- The Michigan Department of Environmental Quality (MDEQ) is in the process of finalizing a consent agreement with the Detroit Renewable Power waste-to-energy (WTE) facility over multiple emissions violations. Though some local residents and environmental groups say the penalties aren't strong enough, as reported by Michigan Radio.
- The facility has been cited multiple times for exceeding limits of sulfur dioxide, carbon dioxide and particulate matter in recent years, as well as not monitoring emissions properly. Per the consent agreement, the facility will update its procedures, pay a $149,000 penalty and be liable for any fines related to future violations.

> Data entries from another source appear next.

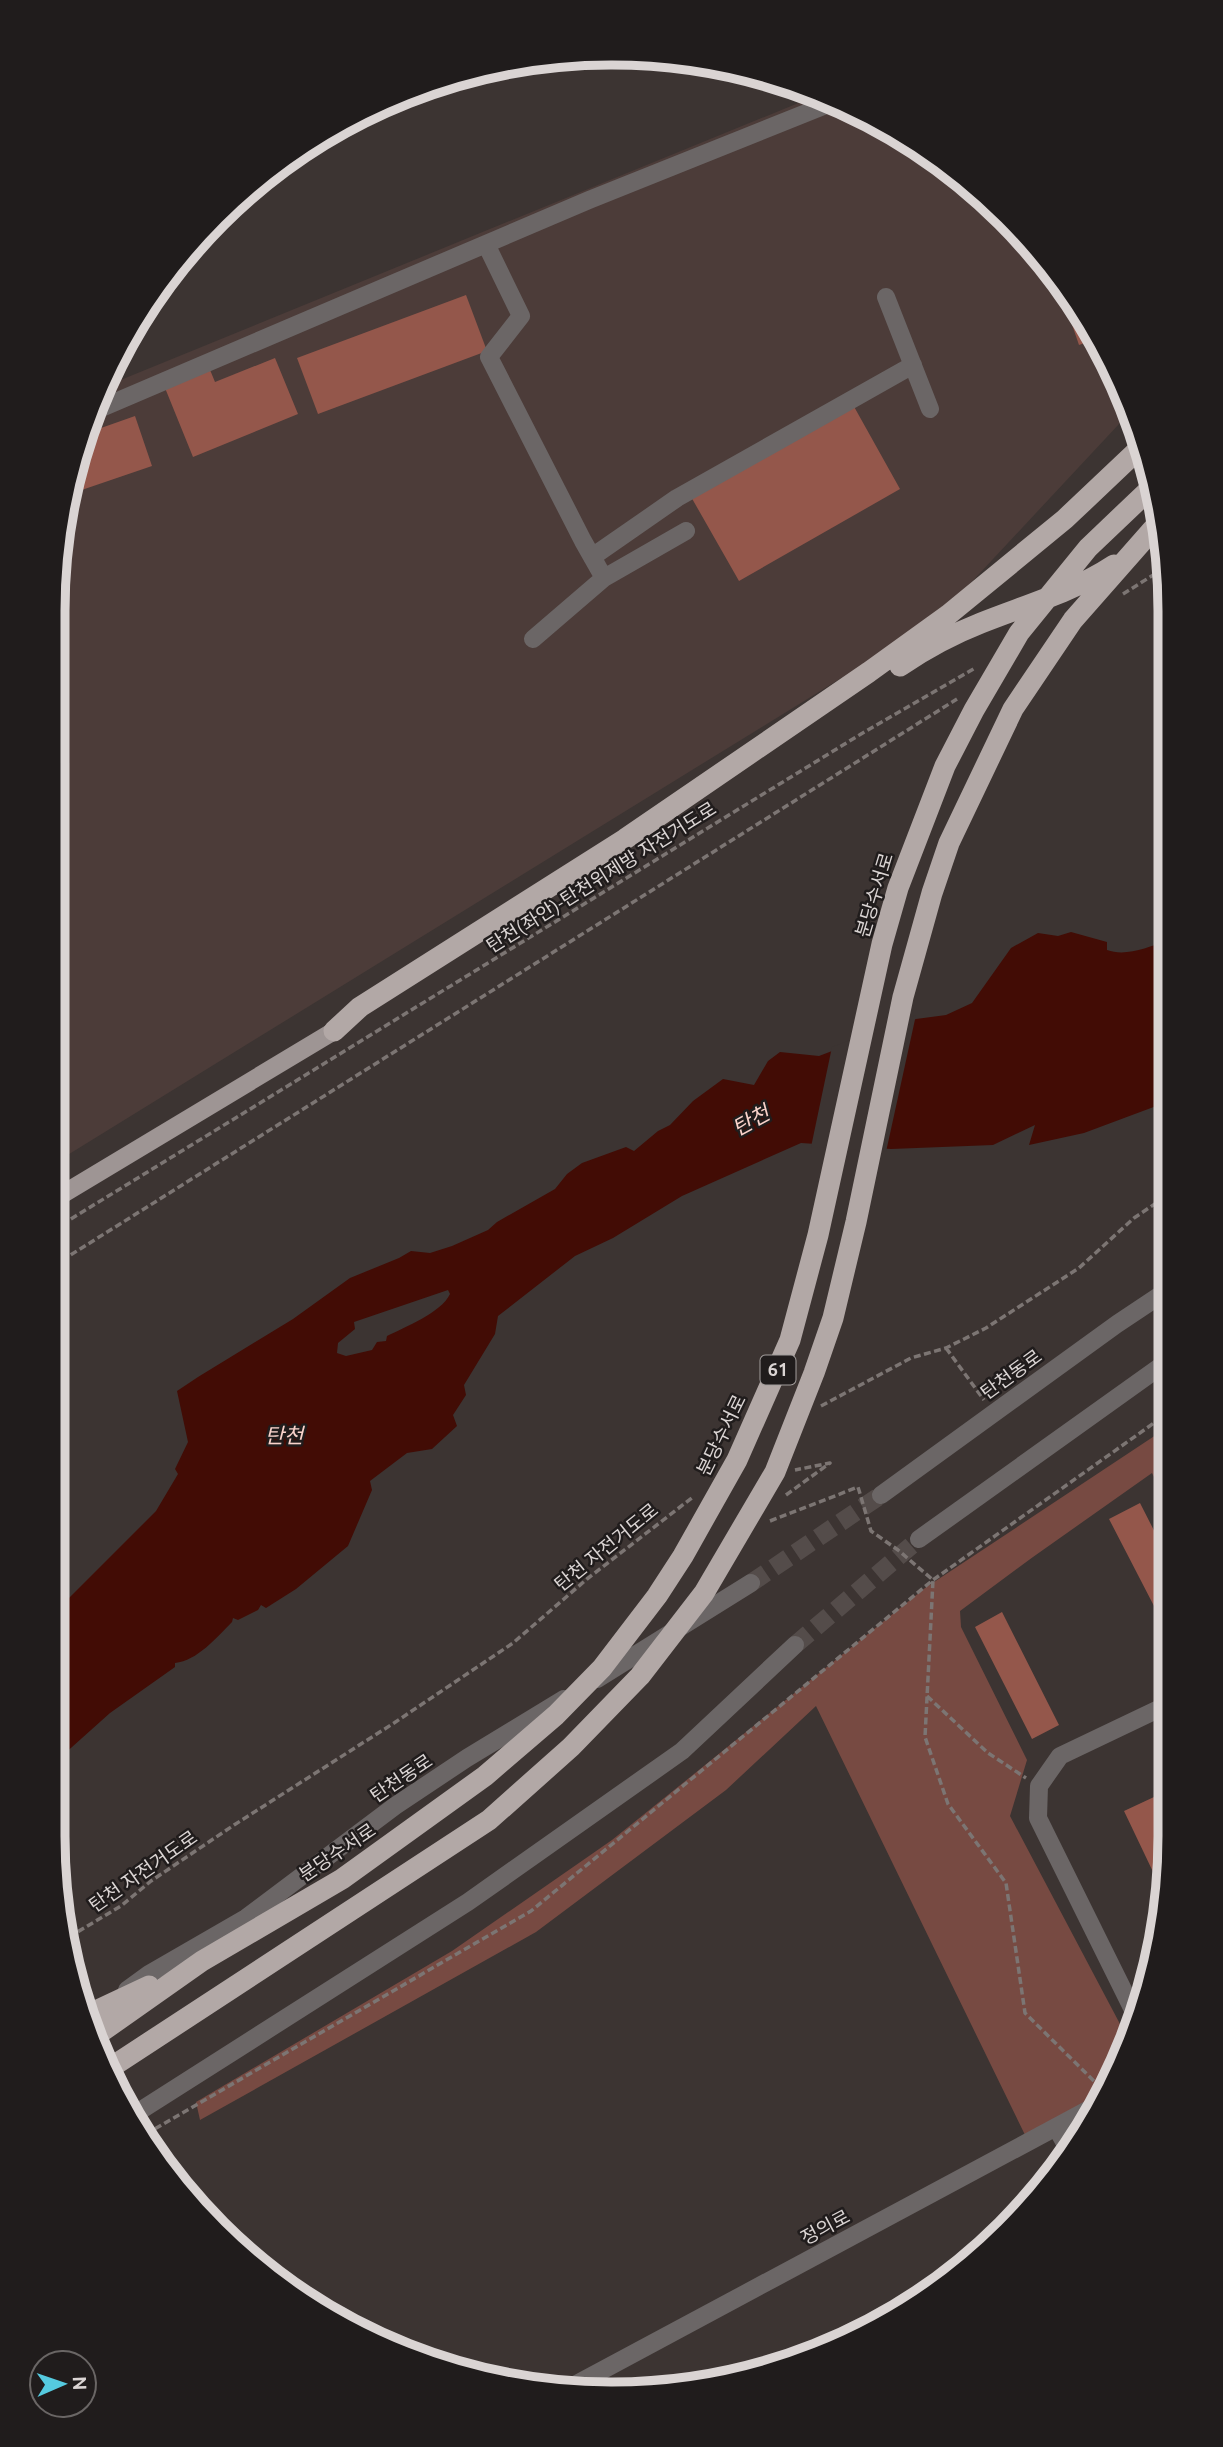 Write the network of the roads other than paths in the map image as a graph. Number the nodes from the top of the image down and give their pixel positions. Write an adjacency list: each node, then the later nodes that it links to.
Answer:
1 (823, 107): 2 (street)
2 (486, 244): 5 (street); 12 (street)
3 (886, 297): 4 (street)
4 (913, 365): 6 (street); 12 (street)
5 (104, 407)
6 (930, 409)
7 (1135, 453): 15 (highway)
8 (1145, 493): 24 (highway, 분당수서로 / 61)
9 (686, 530): 13 (street)
10 (1152, 530): 31 (highway, 61)
11 (1154, 538): 15 (highway)
12 (592, 557): 13 (street)
13 (604, 578): 14 (street)
14 (533, 639)
15 (334, 1031): 16 (main road)
16 (65, 1193)
17 (1158, 1297): 19 (street, 탄천동로)
18 (1158, 1368): 20 (street)
19 (881, 1495)
20 (919, 1539)
21 (751, 1583): 25 (street, 탄천동로)
22 (796, 1645): 32 (street)
23 (1158, 1709): 26 (street)
24 (202, 1961): 28 (highway); 30 (highway, 분당수서로 / 61)
25 (149, 1974): 27 (street, 탄천동로); 29 (street)
26 (1131, 2005)
27 (94, 2012)
28 (95, 2014)
29 (98, 2024)
30 (101, 2032)
31 (115, 2065)
32 (139, 2111)
33 (1083, 2113): 34 (street, 정의로)
34 (1056, 2127): 35 (street); 36 (street, 정의로)
35 (1064, 2142)
36 (582, 2381) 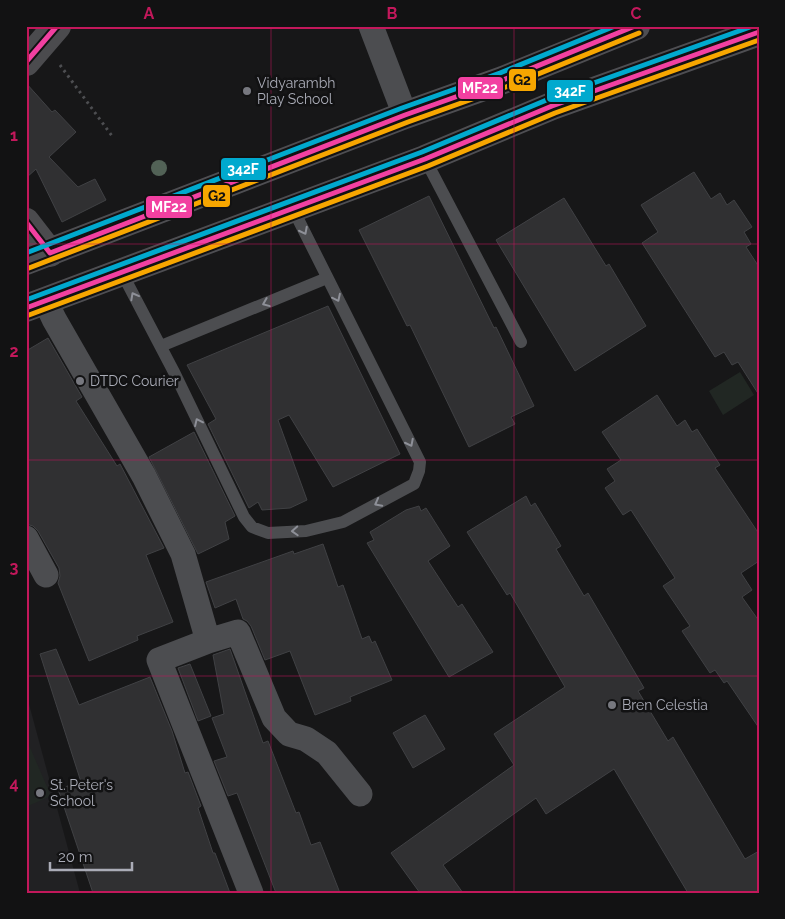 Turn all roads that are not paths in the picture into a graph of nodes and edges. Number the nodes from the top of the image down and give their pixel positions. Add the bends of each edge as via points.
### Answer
1 (371, 26) edge
2 (632, 27) edge
3 (759, 32) edge
4 (51, 34) edge
5 (26, 62) edge
6 (405, 115) junction
7 (425, 159) junction
8 (292, 208) junction
9 (26, 222) edge
10 (38, 257) edge
11 (122, 273) junction
12 (327, 278) junction
13 (36, 305) edge
14 (521, 342) dead end
15 (161, 346) junction
16 (26, 538) edge
17 (46, 575) dead end
18 (208, 641) junction
19 (360, 794) dead end
20 (251, 893) edge

1 - 6 street
2 - 6 main road via 503,80
3 - 7 main road via 552,106
4 - 5 main road
6 - 10 main road
7 - 8 main road
7 - 14 lane
8 - 11 main road
8 -> 12 lane
9 - 10 main road
11 - 13 main road
15 -> 11 lane
12 -> 15 lane
12 -> 15 lane via 420,462 414,484 343,522 306,531 268,533 252,527 244,517
13 - 18 street via 54,320 144,476 182,554
16 - 17 street
18 - 19 street via 238,632 274,718 289,734 306,739 327,753
18 - 20 street via 159,660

MDEQ has said that a negotiated settlement will guarantee faster compliance than a potential lawsuit.
- Local groups including the Michigan Environmental Council and Zero Waste Detroit have said that the consent agreement is insufficient because it doesn't cover all of the facility's recent violations. Residents at a recent community meeting also called for higher financial penalties.
Built in 1989, this refuse-derived fuel facility is one of the older ones still operating in the country and is currently the largest WTE operation in Michigan with an estimated 3,300 tons per day of capacity. While the facility provides a steady supply of steam and electricity for the region it has also been the focus of many environmental concerns. An existing state consent order is already in place for previous odor violations.
The facility operators say they have spent millions on odor and emission upgrades in recent years. Though a potential lawsuit from the Great Lakes Environmental Law Center questioned their emissions controls last fall and this new round of state involvement shows that the problems have not been fully solved. Given the facility's history it may be hard to ever regain popularity among its opponents.
As recently seen in Baltimore and other cities, environmental opposition to any form of WTE facility can be fierce. While overall WTE capacity has remained steady in recent years, and the facilities provide stable processing options for many states, they have long been a political target based on the memories of older generations of polluting incinerators. Operating current facilities at the highest standards will be key if the market has any hope of growth on the scale of what's happening in Europe or China in the near future.